If you’ve paid attention to the results of this year’s presidential election, you’ve probably heard a lot about the Electoral College.
It’s how Donald Trump was elected president, even though he lost the national vote by more than two million votes. But most of us don’t know exactly what the electoral college is, or why we have it.
Here in Austin, the Electoral College is a source of frustration. The city leans Democratic, but the state favors Republicans.
This means if you vote for a Democrat in a presidential election here, your vote may feel meaningless.
“Well, this is a Republican state so, with that being said, I believe that’s the way it was going to go anyway,” said Tara Waters, a Democrat living in Austin who voted for Hillary Clinton. “And how I really honestly feel about it is that, you know, it was fixed before voting even started.”
The Electoral College is this old system we have in place for making sure the views of rural states aren’t drowned out by big cities. Instead of winning the most votes nationwide, a candidate has to win 270 electoral votes.
States have as many electoral votes as they have congressional members. So, if candidate X wins the popular vote in your state, it's expected that candidate X will get those electoral votes. Waters says the system makes her feel like her vote doesn’t even matter, and, As you can imagine, the sentiment shared by Waters can affect turnout.
In fact, according to data compiled by NPR following the election, swing states had higher voter turnout this year.
Texas, however, had among the lowest turnout in the country – fifth from the bottom.
Rob Richie with FairVote says part of the reason this happens is because the Electoral College makes some votes less valuable to campaigns.
“They actually don’t really care in 35 states or so,” Richie said. “Or they certainly aren’t lifting a finger to encourage participation beyond generic mentioning it on a national media appearance or so on.”

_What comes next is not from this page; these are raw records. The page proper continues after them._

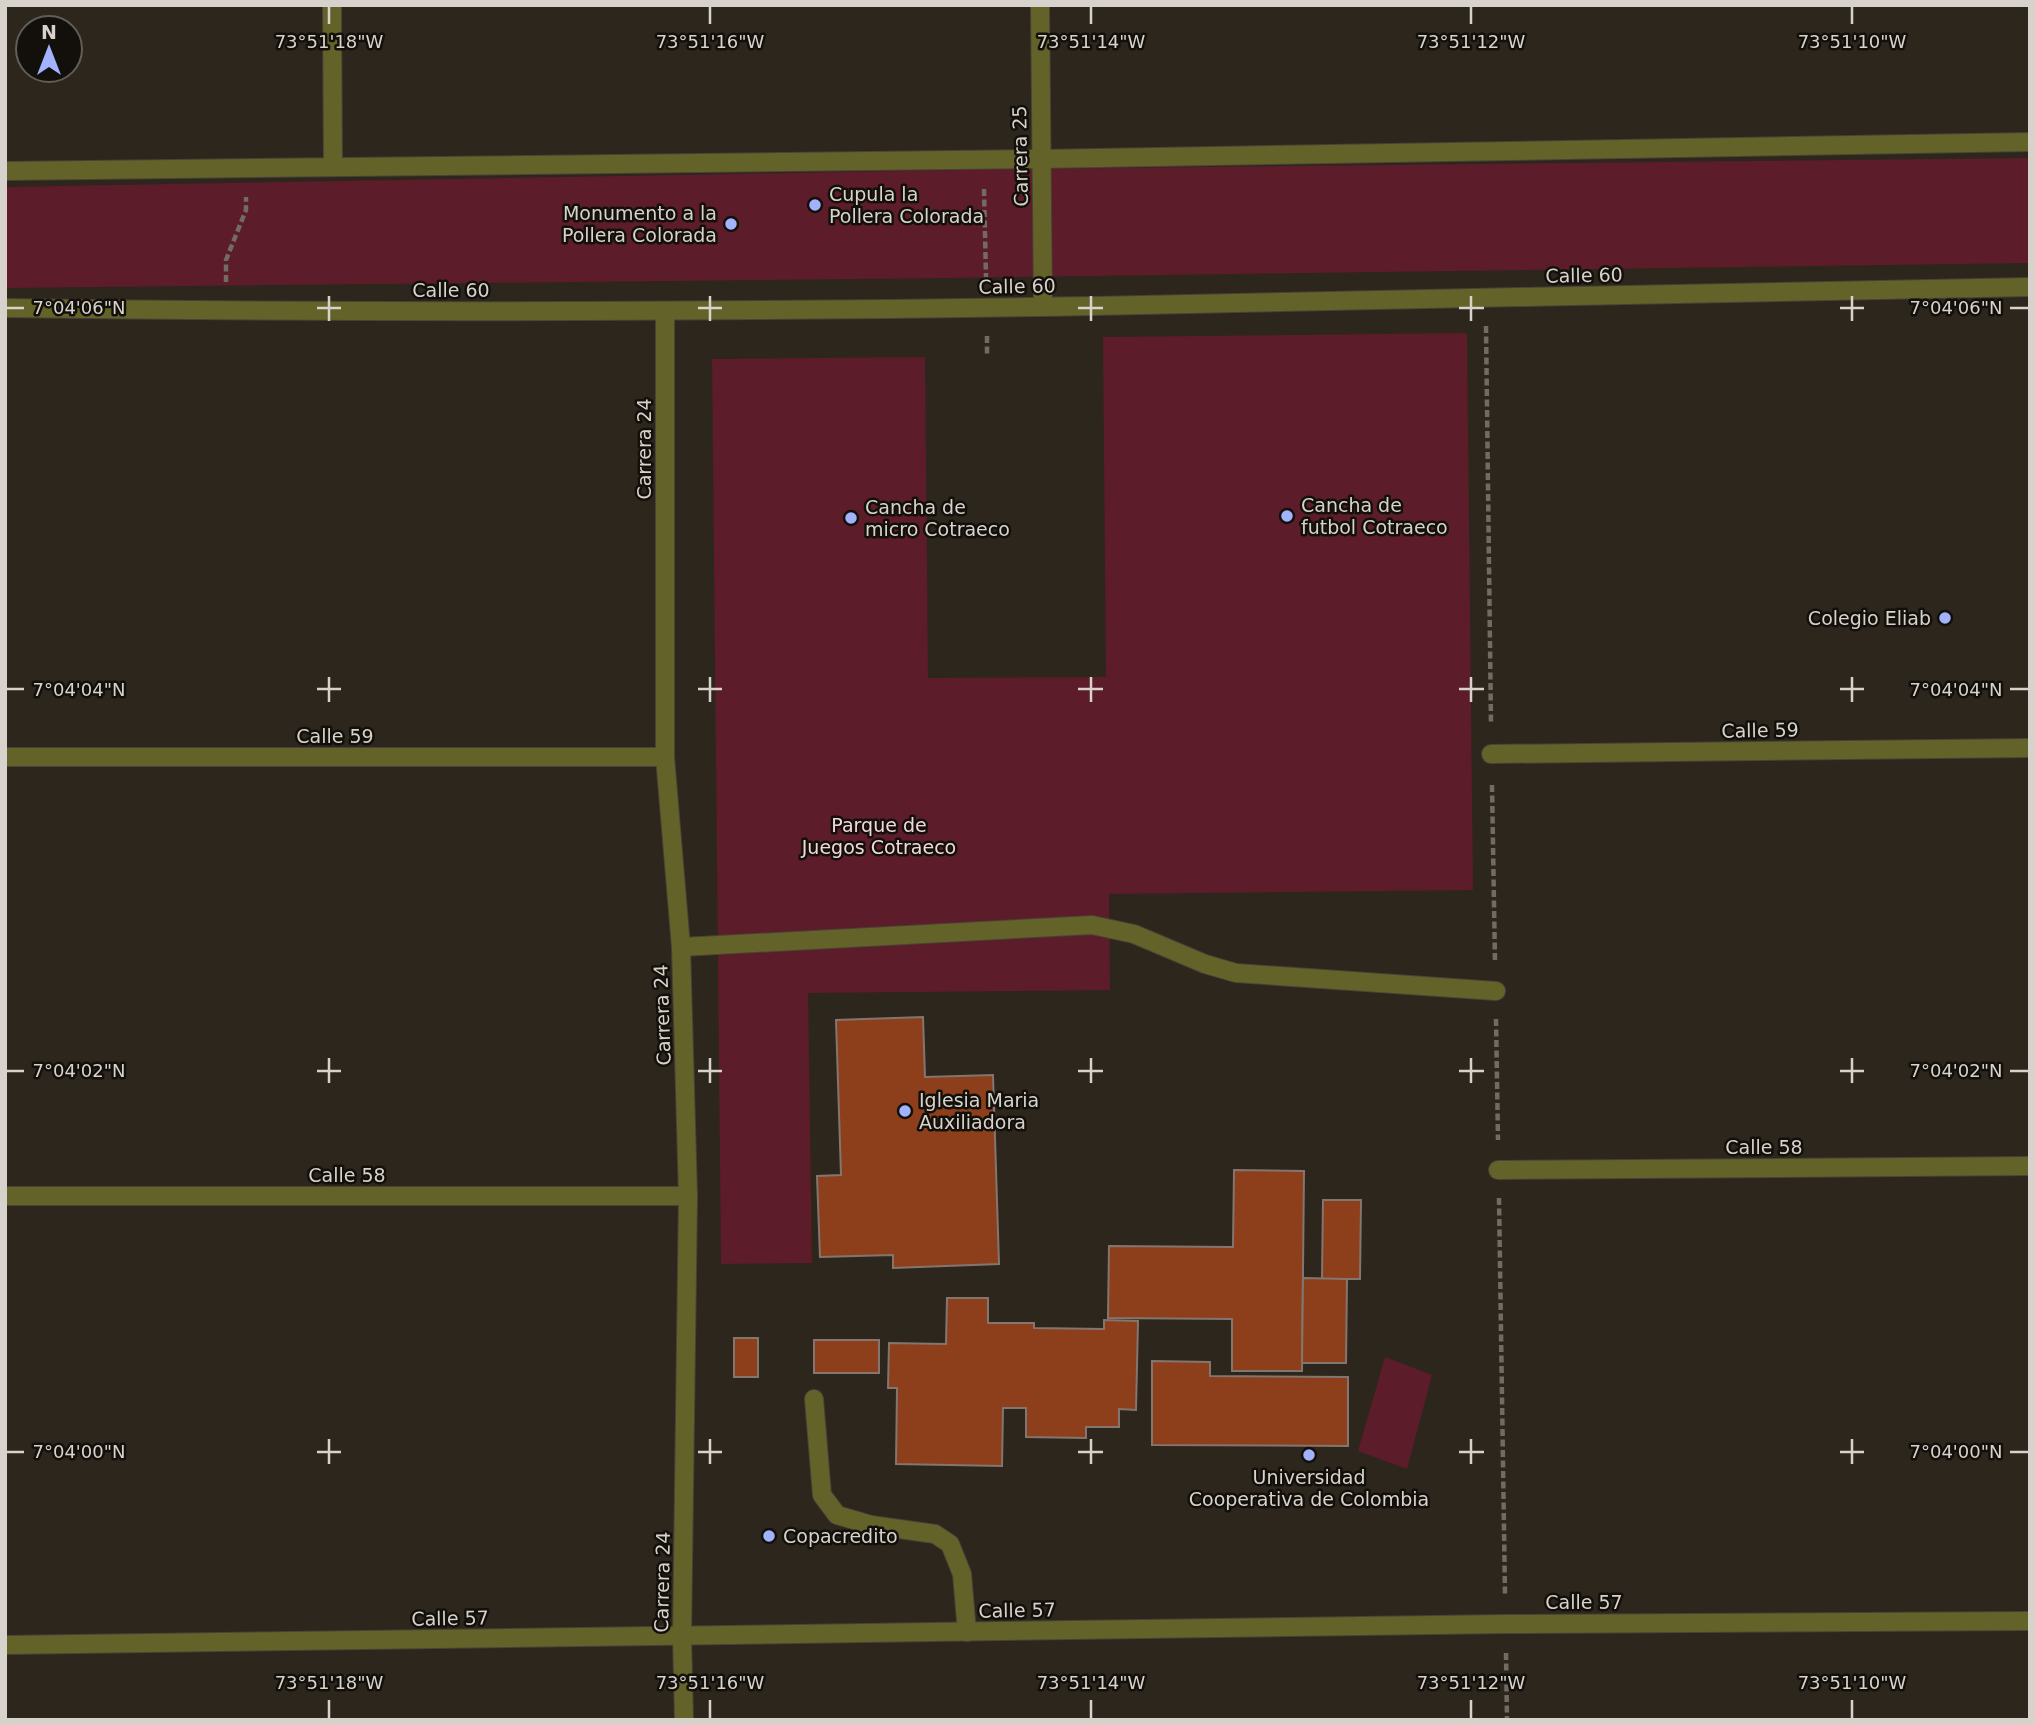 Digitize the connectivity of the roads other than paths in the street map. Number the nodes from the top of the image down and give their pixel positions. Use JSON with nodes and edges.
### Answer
{"nodes":[{"id":1,"x":332,"y":5,"type":"edge"},
{"id":2,"x":1040,"y":5,"type":"edge"},
{"id":3,"x":2030,"y":142,"type":"edge"},
{"id":4,"x":1041,"y":159,"type":"junction"},
{"id":5,"x":332,"y":167,"type":"junction"},
{"id":6,"x":5,"y":171,"type":"edge"},
{"id":7,"x":2030,"y":287,"type":"edge"},
{"id":8,"x":1043,"y":307,"type":"junction"},
{"id":9,"x":5,"y":308,"type":"edge"},
{"id":10,"x":665,"y":311,"type":"junction"},
{"id":11,"x":2030,"y":747,"type":"edge"},
{"id":12,"x":1491,"y":754,"type":"dead end"},
{"id":13,"x":5,"y":757,"type":"edge"},
{"id":14,"x":665,"y":757,"type":"junction"},
{"id":15,"x":681,"y":947,"type":"junction"},
{"id":16,"x":1496,"y":991,"type":"dead end"},
{"id":17,"x":2030,"y":1166,"type":"edge"},
{"id":18,"x":1498,"y":1170,"type":"dead end"},
{"id":19,"x":5,"y":1196,"type":"edge"},
{"id":20,"x":688,"y":1196,"type":"junction"},
{"id":21,"x":814,"y":1399,"type":"dead end"},
{"id":22,"x":2030,"y":1620,"type":"edge"},
{"id":23,"x":967,"y":1632,"type":"junction"},
{"id":24,"x":682,"y":1636,"type":"junction"},
{"id":25,"x":5,"y":1645,"type":"edge"},
{"id":26,"x":684,"y":1720,"type":"edge"}],
"edges":[{"from":1,"to":5,"type":"street"},
{"from":2,"to":4,"type":"street","name":"Carrera 25"},
{"from":3,"to":4,"type":"street"},
{"from":4,"to":5,"type":"street"},
{"from":4,"to":8,"type":"street","name":"Carrera 25"},
{"from":5,"to":6,"type":"street"},
{"from":7,"to":8,"type":"street","name":"Calle 60"},
{"from":8,"to":10,"type":"street","name":"Calle 60"},
{"from":9,"to":10,"type":"street","name":"Calle 60"},
{"from":10,"to":14,"type":"street","name":"Carrera 24"},
{"from":11,"to":12,"type":"street","name":"Calle 59"},
{"from":13,"to":14,"type":"street","name":"Calle 59"},
{"from":14,"to":15,"type":"street","name":"Carrera 24"},
{"from":15,"to":16,"type":"street"},
{"from":15,"to":20,"type":"street","name":"Carrera 24"},
{"from":17,"to":18,"type":"street","name":"Calle 58"},
{"from":19,"to":20,"type":"street","name":"Calle 58"},
{"from":20,"to":24,"type":"street","name":"Carrera 24"},
{"from":21,"to":23,"type":"street"},
{"from":22,"to":23,"type":"street","name":"Calle 57"},
{"from":23,"to":24,"type":"street","name":"Calle 57"},
{"from":24,"to":25,"type":"street","name":"Calle 57"},
{"from":24,"to":26,"type":"street","name":"Carrera 24"}]} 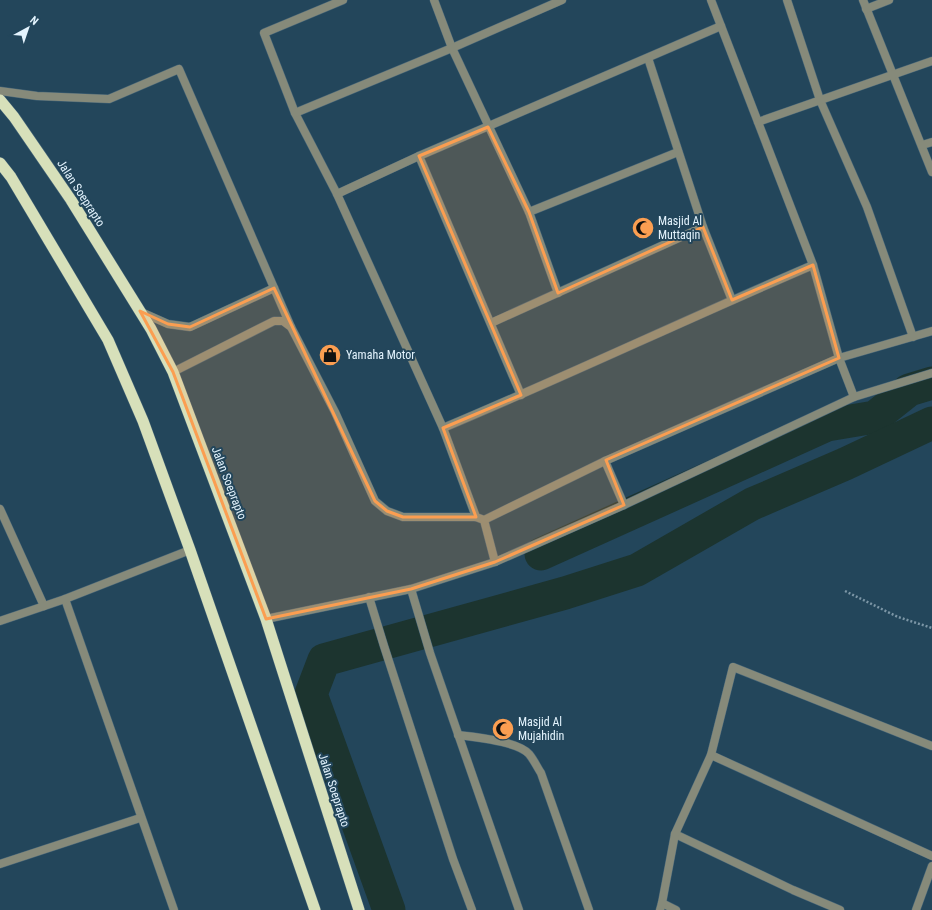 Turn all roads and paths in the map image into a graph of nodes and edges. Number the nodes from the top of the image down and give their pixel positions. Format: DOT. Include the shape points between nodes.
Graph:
graph roads {
  1 [pos="343,0"];
  2 [pos="434,0"];
  3 [pos="562,0"];
  4 [pos="711,0"];
  5 [pos="787,0"];
  6 [pos="863,0"];
  7 [pos="889,0"];
  8 [pos="866,9"];
  9 [pos="721,26"];
  10 [pos="452,48"];
  11 [pos="648,58"];
  12 [pos="932,61"];
  13 [pos="893,74"];
  14 [pos="0,91"];
  15 [pos="0,100"];
  16 [pos="820,100"];
  17 [pos="296,113"];
  18 [pos="758,122"];
  19 [pos="488,127"];
  20 [pos="932,142"];
  21 [pos="922,145"];
  22 [pos="678,152"];
  23 [pos="419,156"];
  24 [pos="0,163"];
  25 [pos="932,172"];
  26 [pos="337,194"];
  27 [pos="528,212"];
  28 [pos="702,227"];
  29 [pos="813,265"];
  30 [pos="274,288"];
  31 [pos="558,293"];
  32 [pos="732,300"];
  33 [pos="140,311"];
  34 [pos="491,323"];
  35 [pos="291,327"];
  36 [pos="932,331"];
  37 [pos="913,336"];
  38 [pos="840,361"];
  39 [pos="173,372"];
  40 [pos="932,373"];
  41 [pos="521,395"];
  42 [pos="854,398"];
  43 [pos="443,428"];
  44 [pos="607,464"];
  45 [pos="624,505"];
  46 [pos="0,509"];
  47 [pos="476,517"];
  48 [pos="484,520"];
  49 [pos="190,550"];
  50 [pos="495,562"];
  51 [pos="411,589"];
  52 [pos="845,591"];
  53 [pos="369,597"];
  54 [pos="65,599"];
  55 [pos="44,606"];
  56 [pos="266,619"];
  57 [pos="0,621"];
  58 [pos="932,628"];
  59 [pos="458,735"];
  60 [pos="932,746"];
  61 [pos="711,755"];
  62 [pos="140,818"];
  63 [pos="675,834"];
  64 [pos="932,856"];
  65 [pos="0,864"];
  66 [pos="932,866"];
  67 [pos="661,907"];
  68 [pos="174,910"];
  69 [pos="315,910"];
  70 [pos="360,910"];
  71 [pos="472,910"];
  72 [pos="519,910"];
  73 [pos="589,910"];
  74 [pos="676,910"];
  75 [pos="840,910"];
  76 [pos="916,910"];
  1 -- 17 [label="street" via="264,32"];
  2 -- 10 [label="street"];
  3 -- 10 [label="street"];
  4 -- 9 [label="street"];
  5 -- 16 [label="street"];
  6 -- 8 [label="street"];
  7 -- 8 [label="street"];
  8 -- 13 [label="street"];
  9 -- 11 [label="street"];
  9 -- 18 [label="street"];
  10 -- 17 [label="street"];
  10 -- 19 [label="street"];
  11 -- 19 [label="street"];
  11 -- 22 [label="street"];
  12 -- 13 [label="street"];
  13 -- 16 [label="street"];
  13 -- 21 [label="street"];
  14 -- 30 [label="street" via="37,96 108,99 179,69"];
  15 -- 33 [label="highway, Jalan Soeprapto" via="71,200"];
  16 -- 18 [label="street"];
  16 -- 37 [label="street" via="867,207"];
  17 -- 26 [label="street"];
  18 -- 29 [label="street"];
  19 -- 23 [label="street"];
  19 -- 27 [label="street"];
  20 -- 21 [label="street"];
  21 -- 25 [label="street"];
  22 -- 27 [label="street"];
  22 -- 28 [label="street"];
  23 -- 26 [label="street"];
  23 -- 34 [label="street"];
  24 -- 49 [label="highway" via="11,177 108,340 143,422"];
  26 -- 43 [label="street"];
  27 -- 31 [label="street"];
  28 -- 31 [label="street"];
  28 -- 32 [label="street"];
  29 -- 32 [label="street"];
  29 -- 38 [label="street"];
  30 -- 33 [label="street" via="190,327 168,324"];
  30 -- 35 [label="street"];
  31 -- 34 [label="street"];
  32 -- 41 [label="street"];
  33 -- 39 [label="highway, Jalan Soeprapto"];
  34 -- 41 [label="street"];
  35 -- 39 [label="street" via="283,321 274,321"];
  35 -- 47 [label="street" via="335,412 376,501 387,511 403,517"];
  36 -- 37 [label="street"];
  37 -- 38 [label="street"];
  38 -- 42 [label="street"];
  38 -- 44 [label="street"];
  39 -- 56 [label="highway, Jalan Soeprapto"];
  40 -- 42 [label="street"];
  41 -- 43 [label="street"];
  42 -- 45 [label="street"];
  43 -- 47 [label="street"];
  44 -- 45 [label="street"];
  44 -- 48 [label="street"];
  45 -- 50 [label="street"];
  46 -- 55 [label="street"];
  47 -- 48 [label="street"];
  48 -- 50 [label="street"];
  49 -- 54 [label="street"];
  49 -- 69 [label="highway"];
  50 -- 51 [label="street"];
  51 -- 53 [label="street"];
  51 -- 59 [label="street"];
  52 -- 58 [label="path" via="898,617"];
  53 -- 56 [label="street"];
  53 -- 71 [label="street" via="453,859"];
  54 -- 55 [label="street"];
  54 -- 62 [label="street"];
  55 -- 57 [label="street"];
  56 -- 70 [label="highway, Jalan Soeprapto"];
  59 -- 72 [label="street"];
  59 -- 73 [label="street" via="485,738 518,747 528,753 541,773"];
  60 -- 61 [label="street" via="733,667"];
  61 -- 63 [label="street"];
  61 -- 64 [label="street"];
  62 -- 65 [label="street"];
  62 -- 68 [label="street"];
  63 -- 67 [label="street"];
  63 -- 75 [label="street"];
  66 -- 76 [label="street"];
  67 -- 74 [label="street"];
}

Austinite Kate Sullivan, who isn’t a Republican, says because of the state's overwhelmingly Republican bent, she doesn't look to the top of the ballot when she votes.
“Well, there are still local elections that are important and congressional elections, so that’s the primary reason I vote,” she said.
Richie says that’s the message voters need to hear every four years when they’re mulling over whether it’s worth voting.
“It is true that in a lot of states the congressional race isn’t very close and the senate race isn’t very close, you know your state legislative race might not be contested,” he explained. “But there is usually something.”
Richie and his group think changing the electoral process altogether will make the biggest difference in getting voters to the polls.
Right now, FairVote is encouraging states to pass laws that would require electors to give their votes winner of the national popular vote – no matter how the state votes.